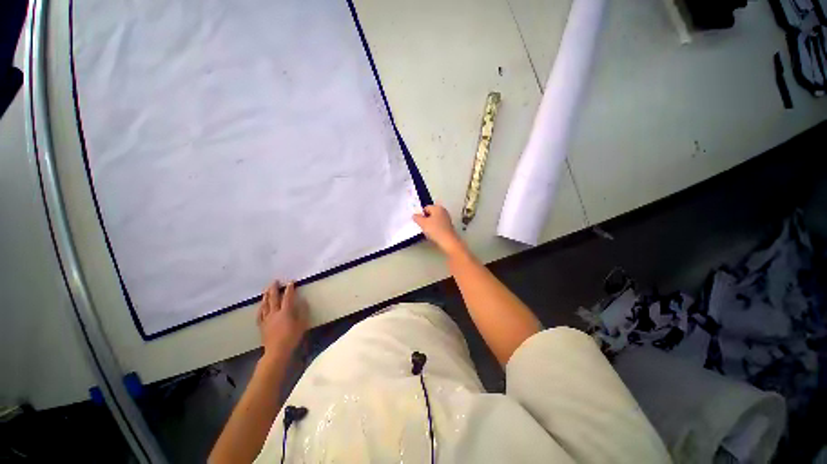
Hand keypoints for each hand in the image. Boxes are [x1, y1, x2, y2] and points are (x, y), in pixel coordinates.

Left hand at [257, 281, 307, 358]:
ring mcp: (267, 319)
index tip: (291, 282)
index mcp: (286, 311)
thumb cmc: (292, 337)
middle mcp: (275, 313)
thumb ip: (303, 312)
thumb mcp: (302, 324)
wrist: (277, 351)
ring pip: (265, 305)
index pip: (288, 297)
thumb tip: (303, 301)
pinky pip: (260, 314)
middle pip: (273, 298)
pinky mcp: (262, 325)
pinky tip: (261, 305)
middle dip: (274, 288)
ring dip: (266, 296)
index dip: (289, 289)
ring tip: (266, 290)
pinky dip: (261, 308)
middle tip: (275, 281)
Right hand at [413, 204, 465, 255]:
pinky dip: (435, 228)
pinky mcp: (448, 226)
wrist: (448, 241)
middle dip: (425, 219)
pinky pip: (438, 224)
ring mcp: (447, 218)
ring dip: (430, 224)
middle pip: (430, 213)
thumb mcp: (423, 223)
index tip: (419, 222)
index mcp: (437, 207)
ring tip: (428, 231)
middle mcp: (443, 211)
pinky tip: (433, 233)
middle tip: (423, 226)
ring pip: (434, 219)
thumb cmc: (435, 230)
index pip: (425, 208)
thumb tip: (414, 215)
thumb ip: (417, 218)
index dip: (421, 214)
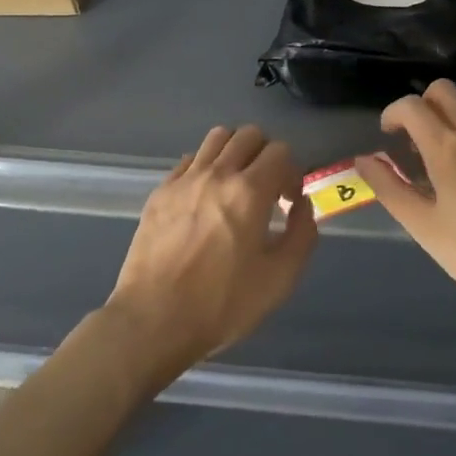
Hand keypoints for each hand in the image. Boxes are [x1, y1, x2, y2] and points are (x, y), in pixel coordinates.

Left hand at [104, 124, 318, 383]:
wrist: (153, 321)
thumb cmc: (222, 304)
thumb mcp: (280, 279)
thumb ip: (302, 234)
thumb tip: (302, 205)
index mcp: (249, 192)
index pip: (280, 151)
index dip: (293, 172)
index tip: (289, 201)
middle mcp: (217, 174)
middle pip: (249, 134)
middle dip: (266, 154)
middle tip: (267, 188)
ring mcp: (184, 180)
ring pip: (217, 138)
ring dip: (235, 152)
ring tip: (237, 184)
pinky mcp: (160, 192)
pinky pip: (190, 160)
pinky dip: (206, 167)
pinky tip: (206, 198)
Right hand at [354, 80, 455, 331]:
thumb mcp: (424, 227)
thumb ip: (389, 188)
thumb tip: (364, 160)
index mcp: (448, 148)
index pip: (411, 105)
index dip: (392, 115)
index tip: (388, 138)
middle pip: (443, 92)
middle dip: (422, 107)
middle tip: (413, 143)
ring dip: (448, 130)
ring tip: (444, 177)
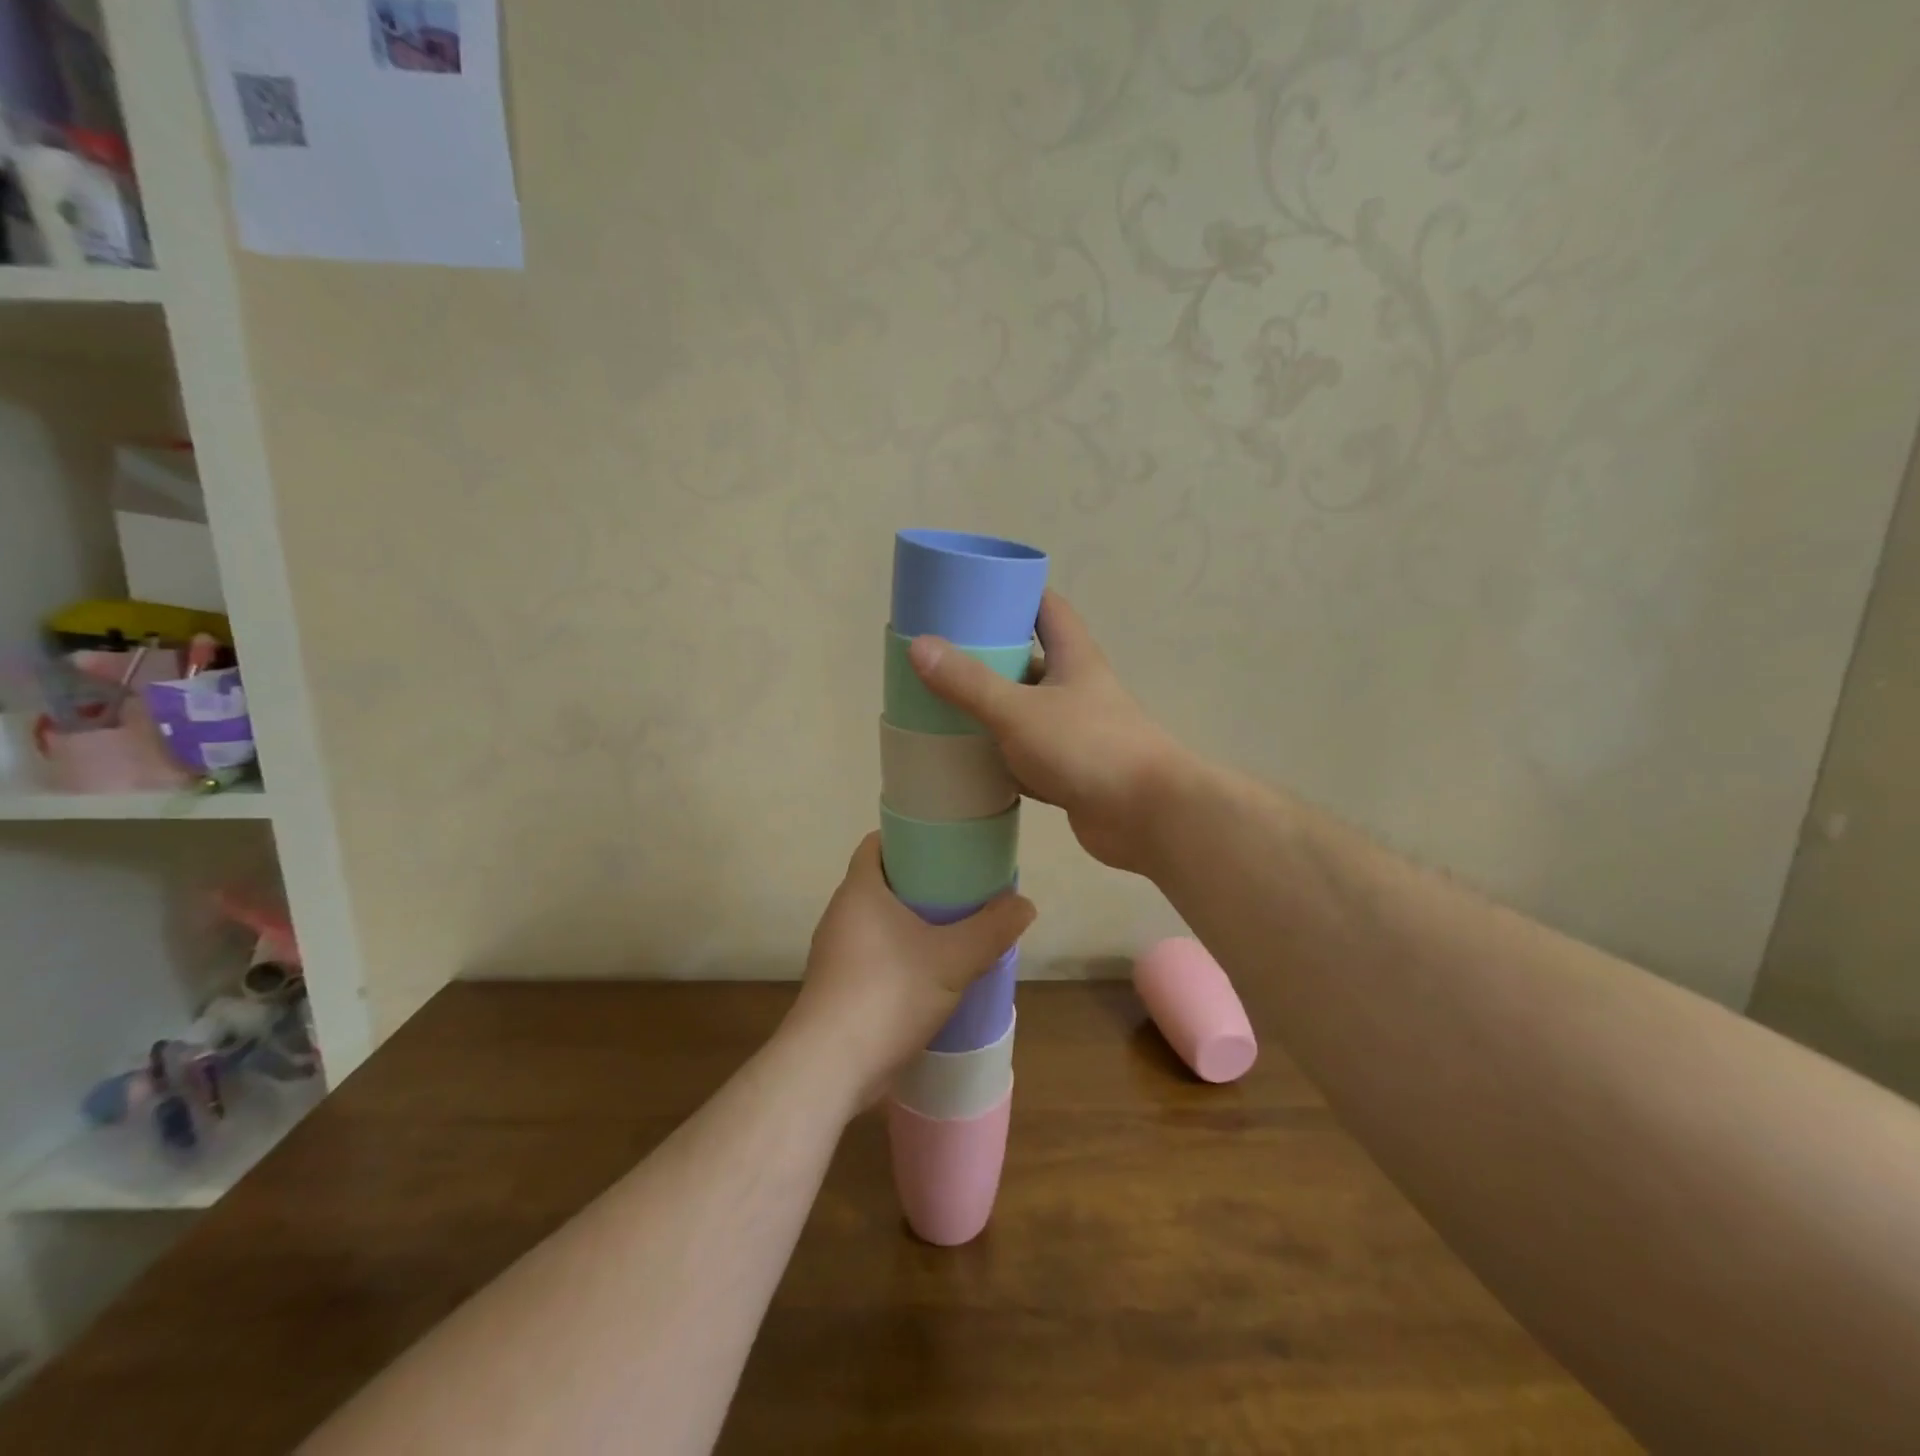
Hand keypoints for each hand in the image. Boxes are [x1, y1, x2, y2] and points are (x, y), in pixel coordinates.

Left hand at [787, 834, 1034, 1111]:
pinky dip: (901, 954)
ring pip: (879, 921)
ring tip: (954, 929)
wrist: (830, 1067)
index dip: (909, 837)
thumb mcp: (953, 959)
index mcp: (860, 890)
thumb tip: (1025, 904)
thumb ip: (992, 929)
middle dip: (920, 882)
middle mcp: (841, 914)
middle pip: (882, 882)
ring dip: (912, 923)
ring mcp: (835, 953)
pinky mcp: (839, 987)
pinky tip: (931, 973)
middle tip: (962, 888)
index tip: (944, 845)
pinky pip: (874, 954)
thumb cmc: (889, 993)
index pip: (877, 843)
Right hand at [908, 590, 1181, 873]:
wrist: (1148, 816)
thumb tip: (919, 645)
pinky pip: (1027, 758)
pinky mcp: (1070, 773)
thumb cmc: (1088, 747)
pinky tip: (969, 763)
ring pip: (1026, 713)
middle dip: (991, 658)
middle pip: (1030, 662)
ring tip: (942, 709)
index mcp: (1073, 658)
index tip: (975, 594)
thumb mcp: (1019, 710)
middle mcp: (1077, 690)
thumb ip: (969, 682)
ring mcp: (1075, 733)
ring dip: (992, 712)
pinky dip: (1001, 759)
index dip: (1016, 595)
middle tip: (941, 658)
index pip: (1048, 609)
----------------
- What the task asks
Repeat only the stretch of data above that runs from the line with "middle pip: (430, 213)" to the line with "middle pip: (249, 134)". Keep both end lines; exclude pictures.

- Answer area
middle pip: (430, 213)
thumb mcp: (423, 223)
index tip: (419, 222)
index mcp: (437, 207)
ring tip: (428, 231)
middle mcp: (443, 211)
pinky tip: (433, 233)
middle tip: (423, 226)
ring pip: (434, 219)
thumb cmc: (435, 230)
index pip: (425, 208)
thumb tip: (414, 215)
thumb ip: (417, 218)
index dip: (421, 214)
Hand keypoints for each hand in the image. Boxes are [x1, y1, x2, y2] and points are (x, y), in pixel coordinates.

Left hand at [104, 124, 318, 383]:
wrist: (153, 321)
thumb cmc: (222, 304)
thumb mcp: (280, 279)
thumb ip: (302, 234)
thumb tip: (302, 205)
index mcp: (249, 192)
index pip: (280, 151)
index dip: (293, 172)
index tip: (289, 201)
middle mcp: (217, 174)
middle pip: (249, 134)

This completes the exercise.